Campus leaders were quick to list additional distinctions, including Hermalin’s skills as a listener, communicator and innovator.
“I have enormous respect for his successful efforts to maintain the excellence of Berkeley, and he has been a consistent source of wise counsel and strong leadership,” said Chancellor Carol Christ. “His dedication to our university, our mission and our values is evident and extraordinary.”
“Ben’s an extremely hard worker, commits to the successful completion of any task he takes on, and is well known for his outstanding integrity,” added Lisa Alvarez-Cohen, vice provost for academic planning. “I believe he is the most qualified and best-suited person to take on the complex and challenging EVCP role; he’ll do a terrific job from day one.”

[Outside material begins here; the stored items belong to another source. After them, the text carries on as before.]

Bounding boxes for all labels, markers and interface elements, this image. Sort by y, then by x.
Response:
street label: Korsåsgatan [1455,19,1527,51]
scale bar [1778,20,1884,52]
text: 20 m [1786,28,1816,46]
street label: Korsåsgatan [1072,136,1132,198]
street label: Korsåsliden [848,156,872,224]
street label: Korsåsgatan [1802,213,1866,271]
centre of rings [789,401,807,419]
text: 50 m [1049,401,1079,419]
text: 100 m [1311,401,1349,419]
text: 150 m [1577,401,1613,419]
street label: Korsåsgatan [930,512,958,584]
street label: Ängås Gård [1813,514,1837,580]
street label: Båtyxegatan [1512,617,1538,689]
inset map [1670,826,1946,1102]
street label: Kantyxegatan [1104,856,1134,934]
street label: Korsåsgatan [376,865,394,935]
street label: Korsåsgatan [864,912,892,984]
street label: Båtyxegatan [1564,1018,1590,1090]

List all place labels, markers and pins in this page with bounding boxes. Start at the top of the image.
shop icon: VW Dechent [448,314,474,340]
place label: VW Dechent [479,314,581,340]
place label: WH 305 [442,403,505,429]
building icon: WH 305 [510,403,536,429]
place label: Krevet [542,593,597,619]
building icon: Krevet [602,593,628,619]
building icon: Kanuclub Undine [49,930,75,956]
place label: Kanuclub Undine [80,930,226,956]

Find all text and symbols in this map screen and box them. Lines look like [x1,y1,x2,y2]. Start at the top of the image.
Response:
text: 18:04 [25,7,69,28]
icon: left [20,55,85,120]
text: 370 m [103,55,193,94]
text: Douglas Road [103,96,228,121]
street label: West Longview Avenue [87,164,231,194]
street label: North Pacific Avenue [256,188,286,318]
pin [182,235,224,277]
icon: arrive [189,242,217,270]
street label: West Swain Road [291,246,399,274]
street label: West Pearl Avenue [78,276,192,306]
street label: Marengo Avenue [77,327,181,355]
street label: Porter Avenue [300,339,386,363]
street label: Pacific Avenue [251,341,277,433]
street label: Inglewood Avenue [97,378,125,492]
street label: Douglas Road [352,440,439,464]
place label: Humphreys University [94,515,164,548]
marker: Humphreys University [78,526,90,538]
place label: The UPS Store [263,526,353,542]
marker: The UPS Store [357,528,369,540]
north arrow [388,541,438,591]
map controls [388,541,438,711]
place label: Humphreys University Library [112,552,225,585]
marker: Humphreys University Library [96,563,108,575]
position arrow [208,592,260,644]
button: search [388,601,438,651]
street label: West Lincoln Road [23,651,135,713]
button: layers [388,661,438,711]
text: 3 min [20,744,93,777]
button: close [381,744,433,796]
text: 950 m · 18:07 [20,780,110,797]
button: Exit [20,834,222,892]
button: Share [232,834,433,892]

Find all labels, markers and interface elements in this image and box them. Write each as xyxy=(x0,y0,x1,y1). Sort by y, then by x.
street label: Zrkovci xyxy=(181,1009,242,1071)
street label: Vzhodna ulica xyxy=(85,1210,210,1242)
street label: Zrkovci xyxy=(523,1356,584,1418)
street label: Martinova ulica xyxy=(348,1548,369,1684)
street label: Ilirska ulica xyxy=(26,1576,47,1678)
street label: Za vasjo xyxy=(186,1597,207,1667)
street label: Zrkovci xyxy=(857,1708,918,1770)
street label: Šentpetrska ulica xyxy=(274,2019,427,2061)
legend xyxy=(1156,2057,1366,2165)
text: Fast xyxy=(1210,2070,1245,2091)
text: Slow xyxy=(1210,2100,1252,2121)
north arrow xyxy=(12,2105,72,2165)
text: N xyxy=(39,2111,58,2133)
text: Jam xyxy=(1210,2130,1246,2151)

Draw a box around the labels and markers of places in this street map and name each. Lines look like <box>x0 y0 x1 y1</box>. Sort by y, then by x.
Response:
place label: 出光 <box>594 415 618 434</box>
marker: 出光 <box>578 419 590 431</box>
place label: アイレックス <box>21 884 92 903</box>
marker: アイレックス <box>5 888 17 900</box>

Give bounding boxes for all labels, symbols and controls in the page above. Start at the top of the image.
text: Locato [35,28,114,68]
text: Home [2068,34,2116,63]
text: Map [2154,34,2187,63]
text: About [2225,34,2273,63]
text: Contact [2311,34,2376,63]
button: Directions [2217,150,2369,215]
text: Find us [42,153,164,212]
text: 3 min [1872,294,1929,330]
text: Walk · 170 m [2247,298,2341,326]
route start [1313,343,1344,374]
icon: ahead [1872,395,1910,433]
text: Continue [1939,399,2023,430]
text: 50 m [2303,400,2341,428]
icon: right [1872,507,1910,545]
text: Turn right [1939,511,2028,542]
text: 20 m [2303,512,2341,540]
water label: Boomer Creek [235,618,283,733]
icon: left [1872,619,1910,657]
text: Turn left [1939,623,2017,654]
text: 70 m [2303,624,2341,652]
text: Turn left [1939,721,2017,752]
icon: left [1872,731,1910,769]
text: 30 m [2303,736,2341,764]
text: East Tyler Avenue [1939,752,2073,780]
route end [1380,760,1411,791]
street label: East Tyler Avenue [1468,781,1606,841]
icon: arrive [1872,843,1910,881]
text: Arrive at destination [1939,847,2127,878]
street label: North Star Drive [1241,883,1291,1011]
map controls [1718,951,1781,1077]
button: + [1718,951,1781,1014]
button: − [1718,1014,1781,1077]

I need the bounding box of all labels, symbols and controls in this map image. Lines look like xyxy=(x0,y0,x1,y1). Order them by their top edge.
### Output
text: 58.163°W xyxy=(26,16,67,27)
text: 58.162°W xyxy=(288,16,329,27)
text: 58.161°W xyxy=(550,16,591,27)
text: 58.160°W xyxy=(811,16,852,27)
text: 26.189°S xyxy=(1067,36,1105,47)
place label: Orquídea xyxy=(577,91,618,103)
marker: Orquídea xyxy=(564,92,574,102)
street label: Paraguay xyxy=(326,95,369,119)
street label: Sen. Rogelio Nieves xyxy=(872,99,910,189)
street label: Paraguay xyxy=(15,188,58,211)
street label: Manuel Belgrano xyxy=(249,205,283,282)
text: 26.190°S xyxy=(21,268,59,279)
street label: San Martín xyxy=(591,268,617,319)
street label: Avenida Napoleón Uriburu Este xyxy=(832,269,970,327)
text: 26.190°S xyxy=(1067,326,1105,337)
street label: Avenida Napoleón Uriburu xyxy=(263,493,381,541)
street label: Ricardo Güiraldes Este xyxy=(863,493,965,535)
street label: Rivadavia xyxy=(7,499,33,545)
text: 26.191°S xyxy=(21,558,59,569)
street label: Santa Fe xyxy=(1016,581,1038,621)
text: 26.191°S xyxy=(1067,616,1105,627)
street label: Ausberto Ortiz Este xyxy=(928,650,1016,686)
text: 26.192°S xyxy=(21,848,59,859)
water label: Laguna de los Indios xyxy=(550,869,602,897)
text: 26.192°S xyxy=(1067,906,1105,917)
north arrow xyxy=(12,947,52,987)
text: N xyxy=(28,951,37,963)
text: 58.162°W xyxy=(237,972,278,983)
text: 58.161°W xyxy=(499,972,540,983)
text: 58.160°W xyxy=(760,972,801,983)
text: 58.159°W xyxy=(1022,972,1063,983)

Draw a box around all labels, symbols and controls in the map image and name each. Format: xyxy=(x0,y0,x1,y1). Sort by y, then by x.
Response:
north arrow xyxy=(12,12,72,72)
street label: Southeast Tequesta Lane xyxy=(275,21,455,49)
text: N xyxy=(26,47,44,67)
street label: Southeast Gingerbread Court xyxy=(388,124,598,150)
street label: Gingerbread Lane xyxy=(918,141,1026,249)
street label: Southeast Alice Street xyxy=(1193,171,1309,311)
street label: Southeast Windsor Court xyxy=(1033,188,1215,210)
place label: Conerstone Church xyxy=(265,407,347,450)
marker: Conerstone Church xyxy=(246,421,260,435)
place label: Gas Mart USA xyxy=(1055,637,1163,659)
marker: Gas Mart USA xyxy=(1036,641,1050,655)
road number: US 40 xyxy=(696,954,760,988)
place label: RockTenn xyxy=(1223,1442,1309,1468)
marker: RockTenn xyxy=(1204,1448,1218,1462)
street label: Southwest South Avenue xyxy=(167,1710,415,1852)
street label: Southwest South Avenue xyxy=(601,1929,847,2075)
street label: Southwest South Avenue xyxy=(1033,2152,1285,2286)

Hermalin’s “abiding love for Berkeley, thoughtfulness, his deep belief in issues of equity and inclusion, his ability to solve seemingly intractable problems, and his incredible capacity for hard work mark everything he does,” said Raka Ray, dean of the Division of Social Sciences, “and I know these qualities will shape his tenure as provost.”
Hermalin — who, as vice provost, has read thousands of academic personnel files from every discipline on campus — was praised by Vice Chancellor for Undergraduate Education Catherine Koshland, who since last July has served as interim executive vice chancellor and provost, for understanding what research excellence means in every field on campus.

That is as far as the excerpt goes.